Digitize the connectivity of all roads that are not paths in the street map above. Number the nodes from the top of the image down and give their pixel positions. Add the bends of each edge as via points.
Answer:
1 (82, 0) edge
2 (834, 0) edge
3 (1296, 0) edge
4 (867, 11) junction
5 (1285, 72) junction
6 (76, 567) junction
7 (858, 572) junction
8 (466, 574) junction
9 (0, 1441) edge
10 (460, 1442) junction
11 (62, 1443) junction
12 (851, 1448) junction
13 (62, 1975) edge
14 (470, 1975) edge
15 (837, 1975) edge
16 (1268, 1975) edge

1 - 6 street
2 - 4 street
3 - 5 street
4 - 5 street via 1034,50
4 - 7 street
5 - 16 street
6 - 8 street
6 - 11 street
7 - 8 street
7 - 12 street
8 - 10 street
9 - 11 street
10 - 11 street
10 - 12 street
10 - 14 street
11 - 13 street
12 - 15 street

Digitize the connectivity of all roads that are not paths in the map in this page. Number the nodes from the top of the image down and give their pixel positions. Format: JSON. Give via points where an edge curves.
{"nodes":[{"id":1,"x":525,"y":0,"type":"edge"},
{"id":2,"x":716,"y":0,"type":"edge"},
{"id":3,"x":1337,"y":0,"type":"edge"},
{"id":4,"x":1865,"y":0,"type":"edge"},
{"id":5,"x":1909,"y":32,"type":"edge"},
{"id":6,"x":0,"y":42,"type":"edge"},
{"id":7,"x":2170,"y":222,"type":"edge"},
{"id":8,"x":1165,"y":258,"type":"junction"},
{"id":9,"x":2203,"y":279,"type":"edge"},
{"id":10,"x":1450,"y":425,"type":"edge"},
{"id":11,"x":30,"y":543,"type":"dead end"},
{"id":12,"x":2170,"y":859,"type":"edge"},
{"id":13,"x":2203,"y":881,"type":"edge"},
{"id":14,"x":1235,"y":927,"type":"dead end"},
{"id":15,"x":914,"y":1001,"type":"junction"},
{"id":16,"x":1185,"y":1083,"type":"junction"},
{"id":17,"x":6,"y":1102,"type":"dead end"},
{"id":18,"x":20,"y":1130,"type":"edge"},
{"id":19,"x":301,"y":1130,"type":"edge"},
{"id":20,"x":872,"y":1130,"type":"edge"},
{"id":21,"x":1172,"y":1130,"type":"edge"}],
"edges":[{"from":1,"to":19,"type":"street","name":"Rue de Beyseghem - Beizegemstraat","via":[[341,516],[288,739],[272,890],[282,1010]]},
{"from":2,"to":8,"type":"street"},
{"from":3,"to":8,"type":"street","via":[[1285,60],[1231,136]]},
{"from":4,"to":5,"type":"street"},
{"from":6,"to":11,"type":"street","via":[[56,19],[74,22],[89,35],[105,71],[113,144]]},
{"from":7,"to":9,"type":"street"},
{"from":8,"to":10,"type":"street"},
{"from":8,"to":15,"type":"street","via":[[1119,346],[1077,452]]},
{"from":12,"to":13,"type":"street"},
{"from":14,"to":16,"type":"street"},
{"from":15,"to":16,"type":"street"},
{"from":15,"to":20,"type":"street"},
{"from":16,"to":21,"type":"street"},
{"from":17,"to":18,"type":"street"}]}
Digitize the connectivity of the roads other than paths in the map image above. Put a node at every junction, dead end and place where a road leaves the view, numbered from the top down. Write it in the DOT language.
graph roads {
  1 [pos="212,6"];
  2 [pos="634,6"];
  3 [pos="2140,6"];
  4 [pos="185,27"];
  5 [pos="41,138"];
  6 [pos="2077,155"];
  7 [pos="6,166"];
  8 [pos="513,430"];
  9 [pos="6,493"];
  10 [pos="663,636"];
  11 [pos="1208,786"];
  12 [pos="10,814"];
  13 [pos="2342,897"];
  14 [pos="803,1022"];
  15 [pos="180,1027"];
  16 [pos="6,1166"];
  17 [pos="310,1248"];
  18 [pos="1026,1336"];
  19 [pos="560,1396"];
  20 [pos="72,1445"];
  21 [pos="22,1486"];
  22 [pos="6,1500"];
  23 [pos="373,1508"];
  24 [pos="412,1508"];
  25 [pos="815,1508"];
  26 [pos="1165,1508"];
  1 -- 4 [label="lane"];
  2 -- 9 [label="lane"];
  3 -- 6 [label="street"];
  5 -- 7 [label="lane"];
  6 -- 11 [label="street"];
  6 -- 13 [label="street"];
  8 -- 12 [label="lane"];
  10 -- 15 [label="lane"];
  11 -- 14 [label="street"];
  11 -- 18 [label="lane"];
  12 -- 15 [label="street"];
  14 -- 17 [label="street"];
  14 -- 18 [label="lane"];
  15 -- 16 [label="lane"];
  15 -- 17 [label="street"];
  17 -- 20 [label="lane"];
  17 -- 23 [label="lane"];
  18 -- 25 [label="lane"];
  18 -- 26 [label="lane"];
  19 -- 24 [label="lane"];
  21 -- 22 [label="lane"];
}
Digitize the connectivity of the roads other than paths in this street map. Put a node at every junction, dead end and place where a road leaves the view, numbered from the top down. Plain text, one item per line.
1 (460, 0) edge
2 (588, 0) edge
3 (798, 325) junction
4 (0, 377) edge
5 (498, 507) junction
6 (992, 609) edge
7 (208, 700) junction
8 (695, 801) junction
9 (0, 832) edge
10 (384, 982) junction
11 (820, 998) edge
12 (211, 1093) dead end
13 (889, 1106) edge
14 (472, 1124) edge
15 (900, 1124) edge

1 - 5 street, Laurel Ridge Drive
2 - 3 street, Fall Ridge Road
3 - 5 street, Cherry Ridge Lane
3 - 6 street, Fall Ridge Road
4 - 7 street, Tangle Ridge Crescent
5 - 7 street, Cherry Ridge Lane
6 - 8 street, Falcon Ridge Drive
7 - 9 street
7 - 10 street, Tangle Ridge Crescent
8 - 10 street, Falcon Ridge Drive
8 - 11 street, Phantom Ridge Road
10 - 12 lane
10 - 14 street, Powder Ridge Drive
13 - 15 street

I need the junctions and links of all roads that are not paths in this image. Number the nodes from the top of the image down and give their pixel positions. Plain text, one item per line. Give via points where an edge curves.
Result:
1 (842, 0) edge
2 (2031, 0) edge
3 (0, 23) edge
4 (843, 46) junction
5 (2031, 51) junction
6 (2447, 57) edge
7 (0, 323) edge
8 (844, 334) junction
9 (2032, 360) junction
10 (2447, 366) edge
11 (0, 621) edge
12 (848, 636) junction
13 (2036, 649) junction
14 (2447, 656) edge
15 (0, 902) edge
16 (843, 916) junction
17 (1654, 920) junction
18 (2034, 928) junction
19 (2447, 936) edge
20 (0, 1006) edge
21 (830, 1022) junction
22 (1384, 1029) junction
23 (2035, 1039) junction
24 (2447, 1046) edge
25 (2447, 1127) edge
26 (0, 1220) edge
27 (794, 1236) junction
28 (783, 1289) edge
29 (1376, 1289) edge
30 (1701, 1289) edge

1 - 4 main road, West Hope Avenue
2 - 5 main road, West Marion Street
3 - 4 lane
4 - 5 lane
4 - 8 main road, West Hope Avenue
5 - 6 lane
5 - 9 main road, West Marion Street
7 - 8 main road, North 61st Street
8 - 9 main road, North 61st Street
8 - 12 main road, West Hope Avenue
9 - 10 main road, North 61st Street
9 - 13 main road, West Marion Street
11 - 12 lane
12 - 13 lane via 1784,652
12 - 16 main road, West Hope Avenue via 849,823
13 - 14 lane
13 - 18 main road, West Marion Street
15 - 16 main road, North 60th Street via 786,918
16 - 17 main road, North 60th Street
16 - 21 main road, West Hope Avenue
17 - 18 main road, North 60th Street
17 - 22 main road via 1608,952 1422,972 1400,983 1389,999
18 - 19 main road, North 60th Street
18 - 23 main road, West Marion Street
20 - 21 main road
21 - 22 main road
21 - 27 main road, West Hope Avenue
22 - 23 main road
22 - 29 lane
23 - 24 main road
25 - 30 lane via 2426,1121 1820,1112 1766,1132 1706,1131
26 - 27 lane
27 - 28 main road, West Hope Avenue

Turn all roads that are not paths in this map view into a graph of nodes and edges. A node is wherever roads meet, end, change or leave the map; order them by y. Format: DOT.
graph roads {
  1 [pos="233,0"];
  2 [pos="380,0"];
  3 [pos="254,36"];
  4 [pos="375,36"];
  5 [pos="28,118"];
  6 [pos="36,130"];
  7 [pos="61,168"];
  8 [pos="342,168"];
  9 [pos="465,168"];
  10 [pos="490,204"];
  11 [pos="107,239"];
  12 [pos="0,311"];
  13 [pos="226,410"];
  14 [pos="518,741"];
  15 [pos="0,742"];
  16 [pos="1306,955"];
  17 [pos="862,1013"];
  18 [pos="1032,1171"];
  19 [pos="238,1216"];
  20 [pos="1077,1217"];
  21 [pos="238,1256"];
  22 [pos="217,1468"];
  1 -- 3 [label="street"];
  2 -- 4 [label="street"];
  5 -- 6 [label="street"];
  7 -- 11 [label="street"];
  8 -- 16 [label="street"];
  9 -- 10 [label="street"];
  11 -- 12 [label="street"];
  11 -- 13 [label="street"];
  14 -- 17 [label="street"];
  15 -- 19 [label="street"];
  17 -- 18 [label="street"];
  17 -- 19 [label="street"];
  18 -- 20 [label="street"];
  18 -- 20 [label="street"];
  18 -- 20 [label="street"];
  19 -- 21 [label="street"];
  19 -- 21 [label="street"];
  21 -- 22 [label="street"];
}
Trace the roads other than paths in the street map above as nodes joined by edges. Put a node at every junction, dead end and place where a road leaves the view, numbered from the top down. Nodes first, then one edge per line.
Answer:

WHAT IS NEEDED.
Only the lines from the one holding "Trace the roads" through the end of the listing should appear in the response, each restated exactly.

RESULT FOR THIS EXERCISE.
Trace the roads other than paths in the street map above as nodes joined by edges. Put a node at every junction, dead end and place where a road leaves the view, numbered from the top down. Nodes first, then one edge per line.
Answer:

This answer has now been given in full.